Он шел и говорил сам с собой. Причем с мамиными интонациями. Мамин голос словно говорил ему, что тут каждый обманулся. Он в ее интернационализме. А она в его расовой чистоте. Значит. каждый остался при своих. А ведь в институте за три года никто ему ничего подобного не сказал. Ответ простой. Потому что там ни его фамилия, ни его отчество не вызывают подозрений. Про его маму там ничего не знают. Обидно за маму. Хотя, обидно не за маму. Она в городе уважаемый врач. Заболеют к ней прибегут. Обидно Саше было за себя. Получалось, что он не меньше воспитанием русский, для этих обитателей бугров рылом не вышел. Не зря тогда Саша быстренько ввернул, что Володя кубинец. Вполне сознательно. Володя должен был признать, что и он не просто так не стал опровергать Сашу. Как это ни печально.

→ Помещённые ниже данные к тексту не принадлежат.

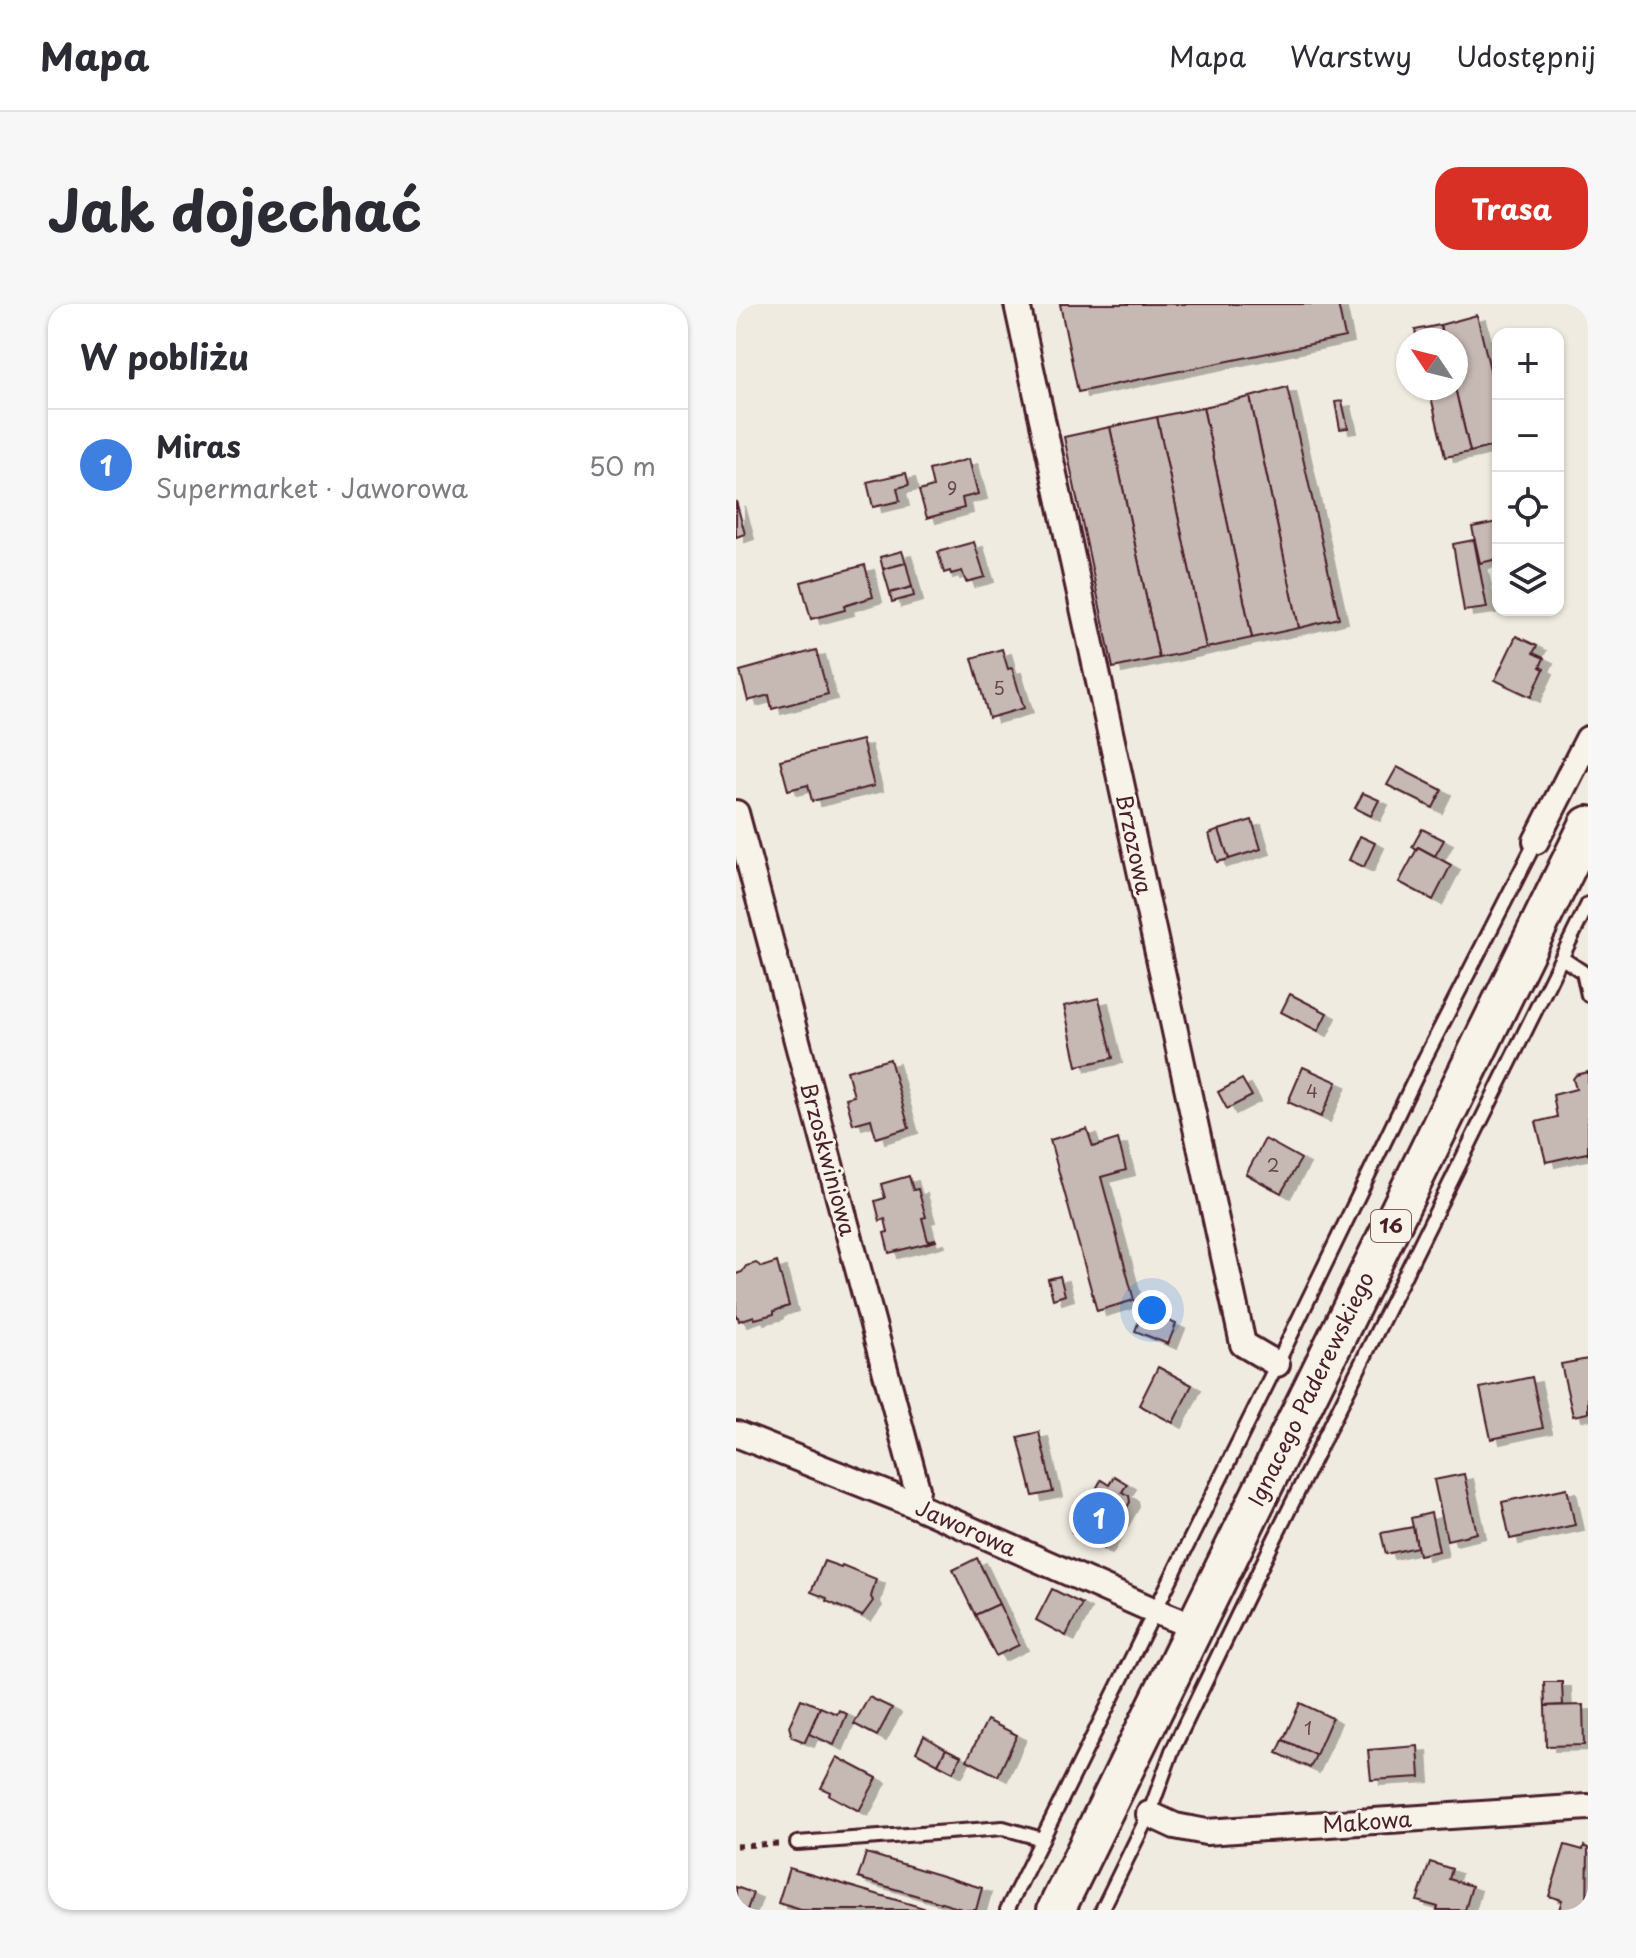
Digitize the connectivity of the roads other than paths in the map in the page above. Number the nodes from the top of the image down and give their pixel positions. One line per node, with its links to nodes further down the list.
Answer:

Идти вниз легче и быстрее. Ломать - не строить. Это верно. Но не верно, что душа не болит. Ломать свое - душа болит. Остаются руины. В один момент груз угнетавшей его проблемы, - как уехать в Москву и оставить Лену, - исчез. Не о чем теперь беспокоиться. Проблема рухнула в один момент, как хрустальная люстра, оставив на месте падения стекляшки.
Улица, спускавшаяся в центр, проходила рядом с автовокзалом. Он зашел в зал и просмотрел расписание, отмечая утренние автобусы на Геленджик. Езды туда час. Интересно, Ирка еще в Геленджике? Съездить? В Геленджик его не тянуло. Но как-то пусто стало. Чем заполнить шесть дней до отъезда в Москву? А автобусы ходят так часто, что даже запоминать время отправления нет нужды.